Stored items:
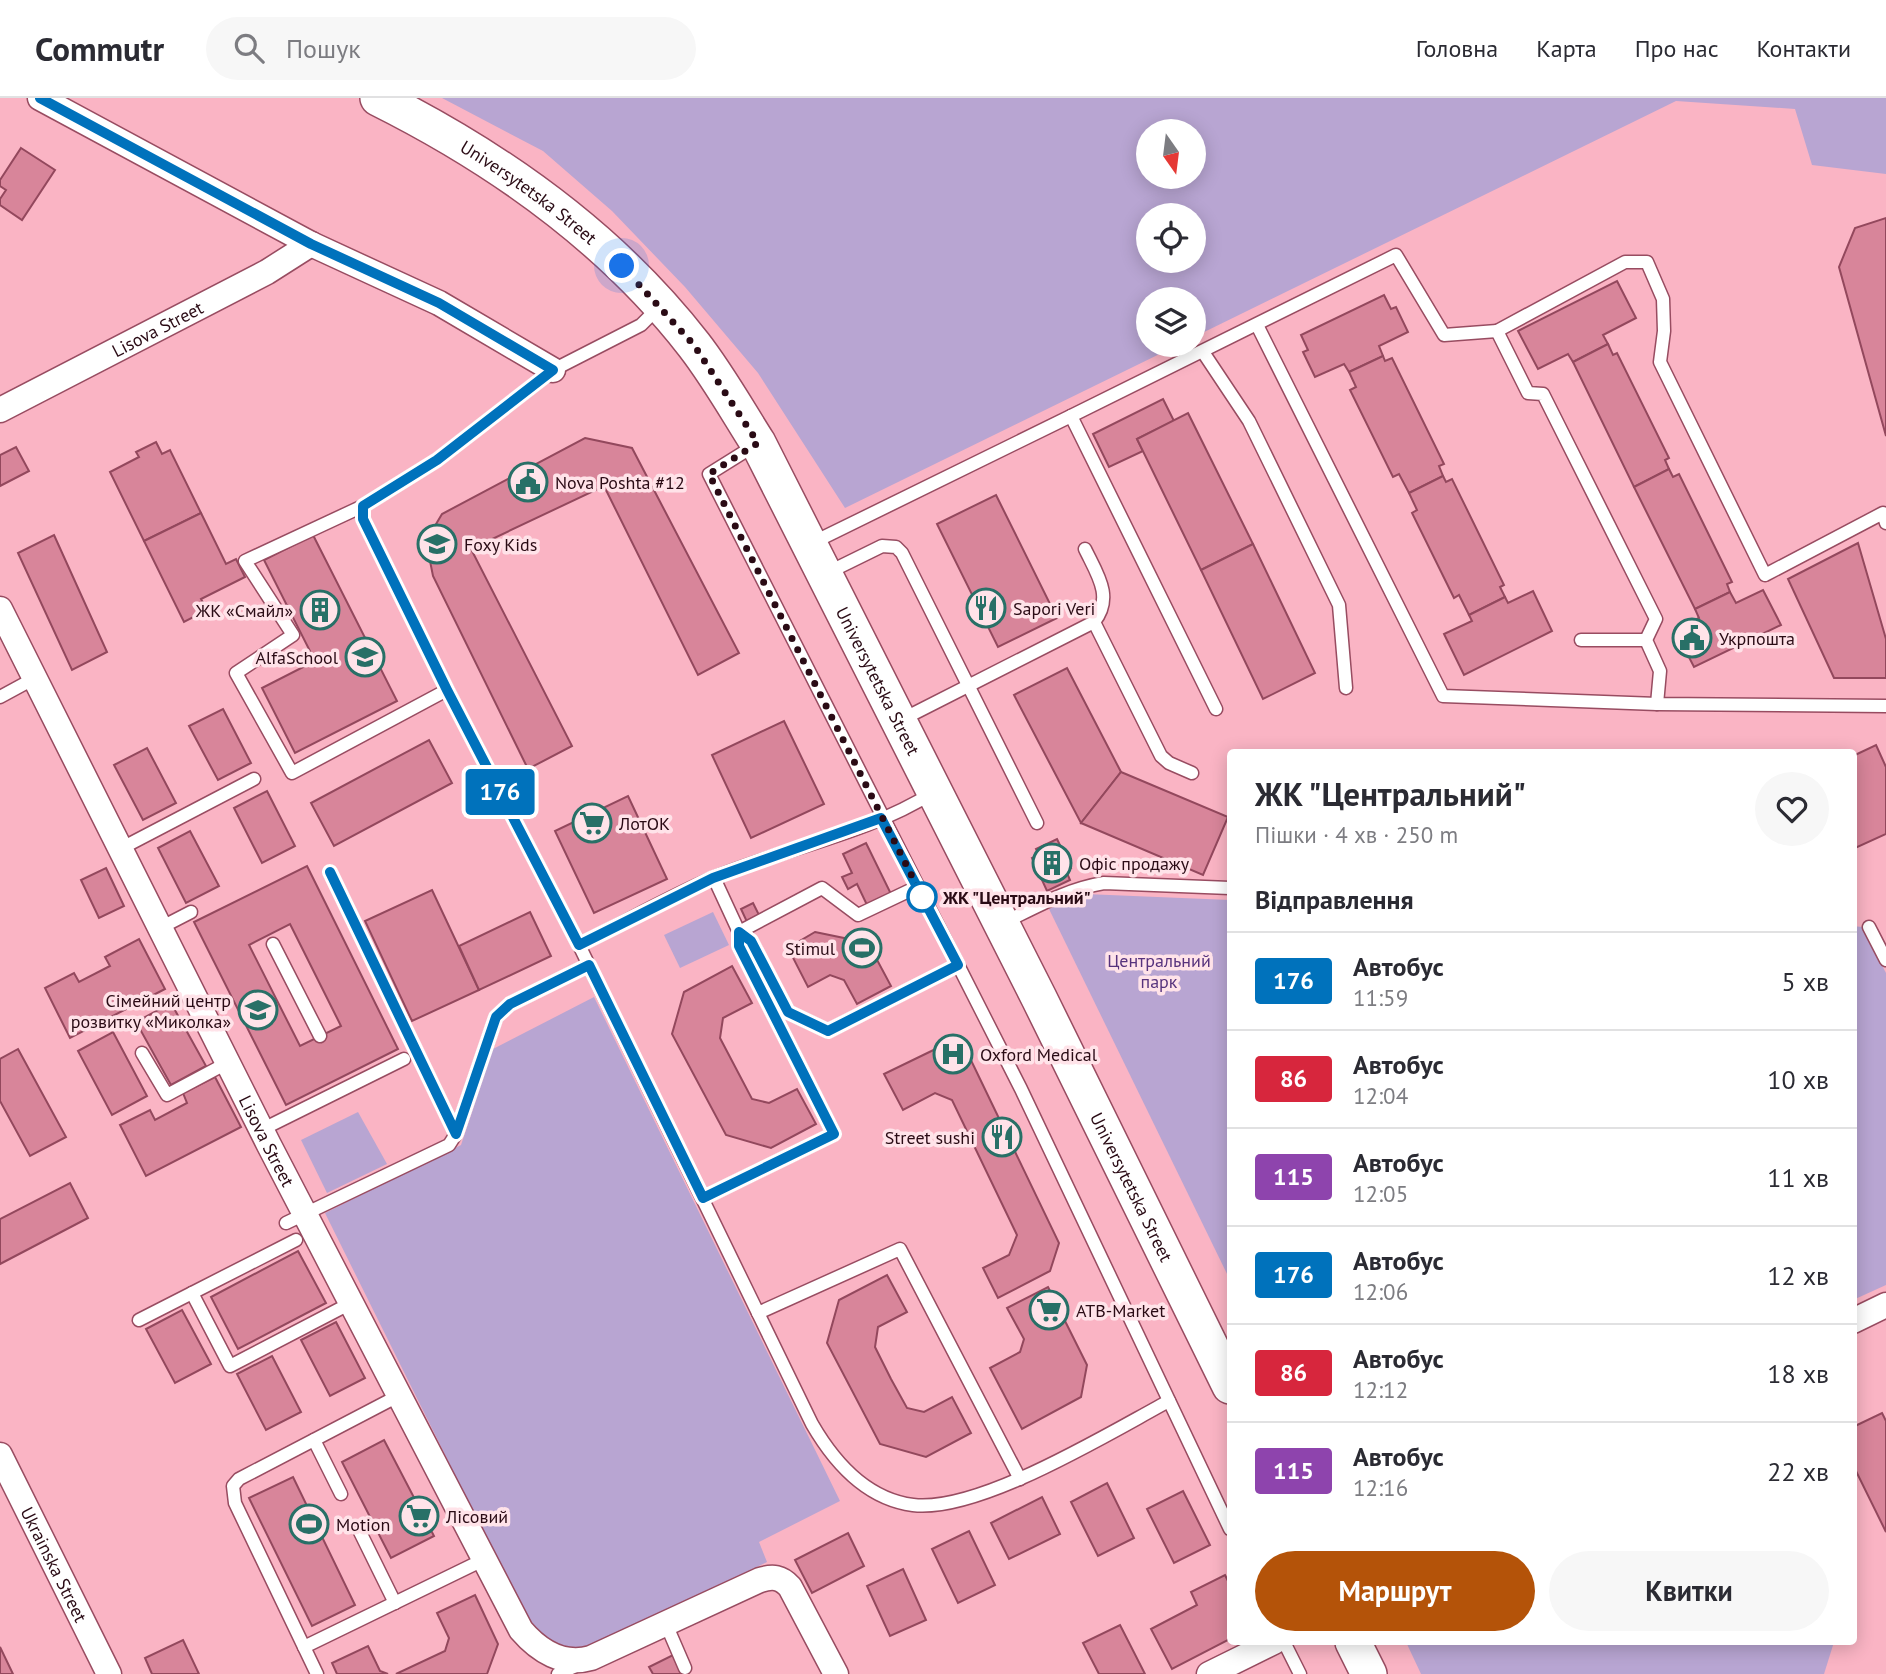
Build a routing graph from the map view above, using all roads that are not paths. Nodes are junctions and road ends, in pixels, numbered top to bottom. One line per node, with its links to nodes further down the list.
1 (40, 98): 3 (street)
2 (378, 98): 4 (main road, Universytetska Street)
3 (311, 244): 10 (street); 11 (street, Lisova Street)
4 (660, 306): 10 (lane); 13 (main road, Universytetska Street)
5 (1257, 324): 6 (lane); 7 (lane); 27 (lane)
6 (1497, 331): 15 (lane); 21 (lane)
7 (1206, 350)
8 (1206, 356): 24 (lane)
9 (1193, 357): 12 (lane)
10 (553, 370): 14 (lane)
11 (0, 410)
12 (1071, 416): 17 (lane); 29 (lane)
13 (758, 443): 17 (main road, Universytetska Street); 34 (lane)
14 (363, 506): 25 (lane); 25 (lane)
15 (1886, 523)
16 (1085, 550): 19 (lane)
17 (816, 559): 23 (lane); 30 (main road, Universytetska Street)
18 (0, 609): 22 (street, Lisova Street)
19 (1094, 622): 23 (lane); 31 (lane)
20 (1581, 640): 21 (lane)
21 (1646, 640): 27 (lane)
22 (35, 678): 26 (lane); 36 (street, Lisova Street)
23 (967, 686): 30 (lane); 35 (lane)
24 (1346, 688)
25 (447, 690): 47 (lane)
26 (0, 697)
27 (1657, 704): 28 (lane)
28 (1886, 706)
29 (1216, 709)
30 (898, 722): 33 (main road, Universytetska Street)
31 (1192, 773)
32 (254, 779): 36 (lane)
33 (933, 792): 34 (lane); 42 (main road, Universytetska Street)
34 (881, 818): 38 (lane); 39 (lane)
35 (1037, 823)
36 (120, 849): 44 (street, Lisova Street)
37 (330, 872): 56 (lane)
38 (713, 878): 45 (lane); 47 (lane)
39 (917, 887): 45 (lane); 50 (lane)
40 (1227, 888): 42 (lane)
41 (191, 912): 44 (lane)
42 (1000, 925): 66 (main road, Universytetska Street)
43 (1869, 927): 48 (lane)
44 (160, 928): 54 (street, Lisova Street)
45 (739, 932): 50 (lane); 57 (lane)
46 (273, 944): 51 (lane)
47 (579, 945): 49 (lane)
48 (1886, 960)
49 (589, 965): 56 (lane); 57 (lane)
50 (958, 965): 68 (lane)
51 (320, 1036)
52 (142, 1053): 54 (lane)
53 (404, 1059): 55 (lane)
54 (228, 1062): 55 (street, Lisova Street)
55 (261, 1130): 58 (street, Lisova Street)
56 (456, 1134): 58 (lane)
57 (703, 1198): 63 (lane)
58 (296, 1219): 61 (street, Lisova Street)
59 (296, 1240): 60 (lane)
60 (192, 1293): 61 (lane); 65 (lane)
61 (351, 1303): 67 (street, Lisova Street)
62 (1886, 1305): 64 (street)
63 (758, 1313): 71 (lane); 71 (lane)
64 (1857, 1319)
65 (139, 1320)
66 (1227, 1380)
67 (400, 1395): 69 (lane); 75 (street, Lisova Street)
68 (1169, 1401): 71 (lane); 73 (lane)
69 (314, 1440): 72 (lane); 81 (lane)
70 (0, 1455): 84 (street, Ukrainska Street)
71 (1020, 1479)
72 (341, 1494)
73 (1227, 1523)
74 (360, 1532): 76 (lane)
75 (485, 1559): 76 (lane); 82 (street, Lisova Street)
76 (395, 1603): 81 (lane)
77 (666, 1624): 82 (street); 83 (lane); 86 (street)
78 (1268, 1645): 87 (street)
79 (1286, 1645): 88 (lane)
80 (1354, 1645): 89 (main road)
81 (304, 1647): 85 (lane)
82 (556, 1665)
83 (685, 1668)
84 (109, 1674)
85 (317, 1674)
86 (836, 1674)
87 (1209, 1674)
88 (1300, 1674)
89 (1369, 1674)

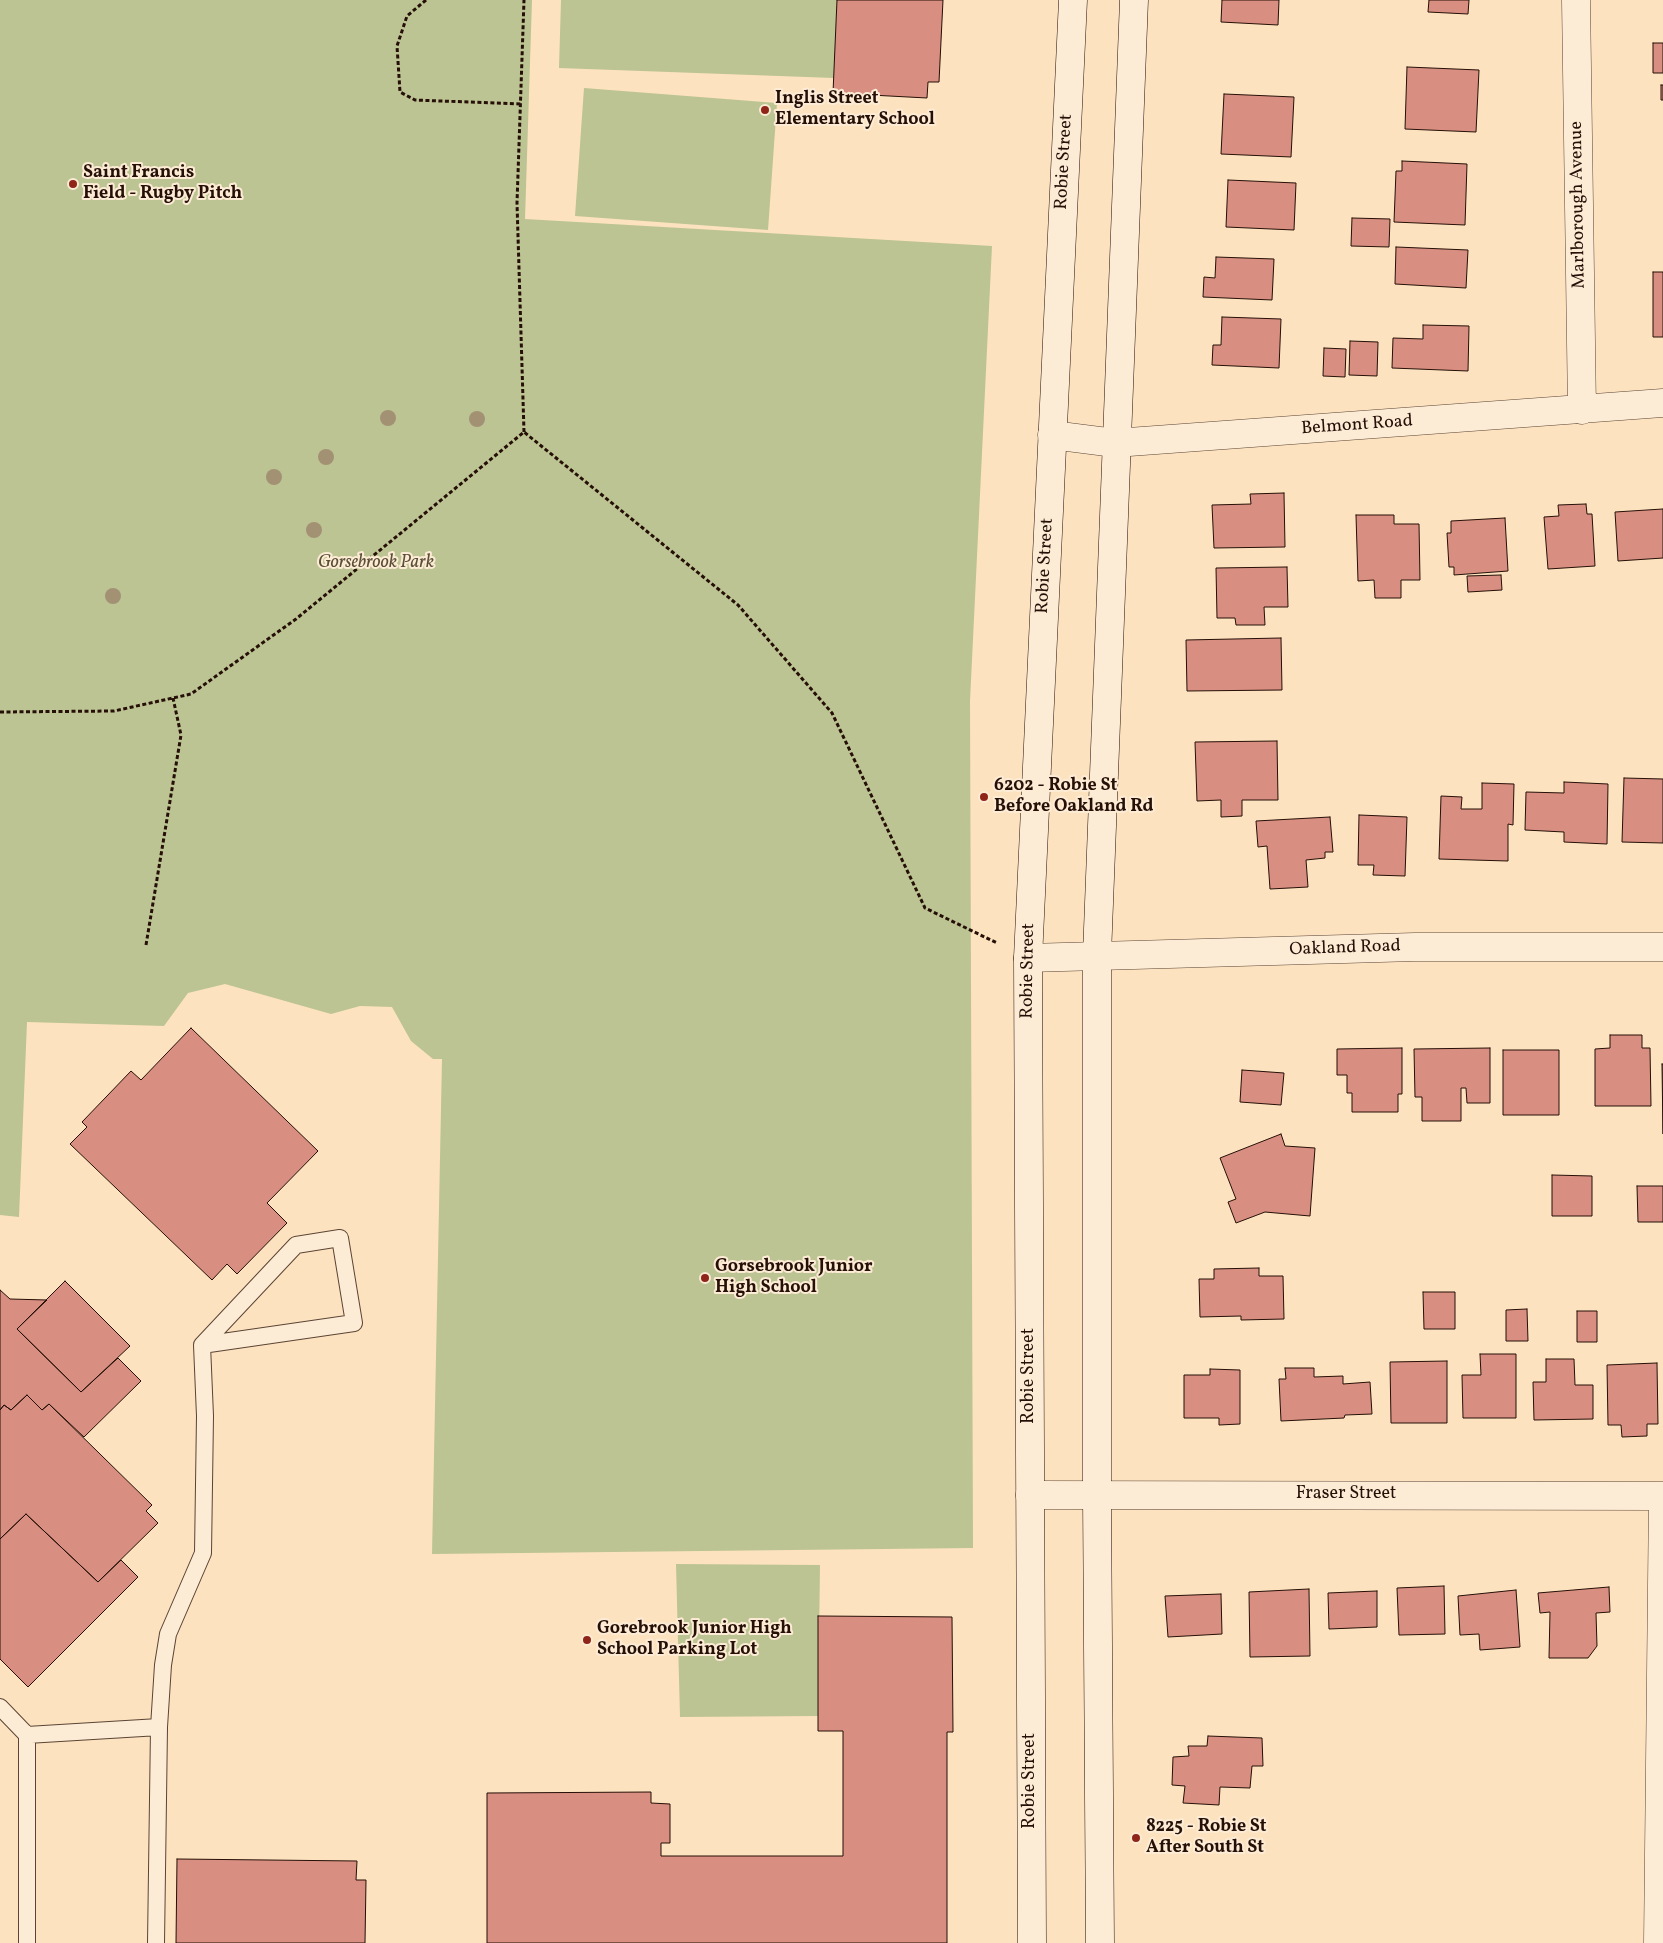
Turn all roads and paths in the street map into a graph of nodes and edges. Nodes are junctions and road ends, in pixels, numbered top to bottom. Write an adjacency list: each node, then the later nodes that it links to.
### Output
1 (426, 0): 6 (path)
2 (524, 0): 6 (path)
3 (1073, 0): 10 (main road, Robie Street)
4 (1134, 0): 11 (main road)
5 (1576, 0): 8 (main road, Marlborough Avenue)
6 (521, 104): 9 (path)
7 (1663, 403): 8 (main road, Belmont Road)
8 (1582, 410): 11 (main road, Belmont Road)
9 (524, 432): 12 (path); 17 (path)
10 (1052, 435): 11 (main road, Belmont Road); 17 (main road, Robie Street)
11 (1115, 443): 16 (main road)
12 (173, 698): 13 (path); 14 (path)
13 (0, 712)
14 (146, 946)
15 (1663, 947): 16 (main road, Oakland Road)
16 (1096, 955): 17 (main road, Oakland Road); 20 (main road)
17 (1028, 958): 19 (main road, Robie Street)
18 (202, 1345): 18 (lane); 23 (lane)
19 (1030, 1495): 20 (main road, Fraser Street); 27 (main road, Robie Street)
20 (1097, 1495): 21 (main road, Fraser Street); 28 (main road)
21 (1663, 1496): 29 (main road)
22 (0, 1707): 24 (lane)
23 (159, 1726): 24 (lane); 26 (lane)
24 (27, 1735): 25 (lane)
25 (27, 1943)
26 (156, 1943)
27 (1032, 1943)
28 (1100, 1943)
29 (1658, 1943)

_Exercise objective_
The answer must be one number: how many lines in the records above contain "links".

_Result of the exercise_
2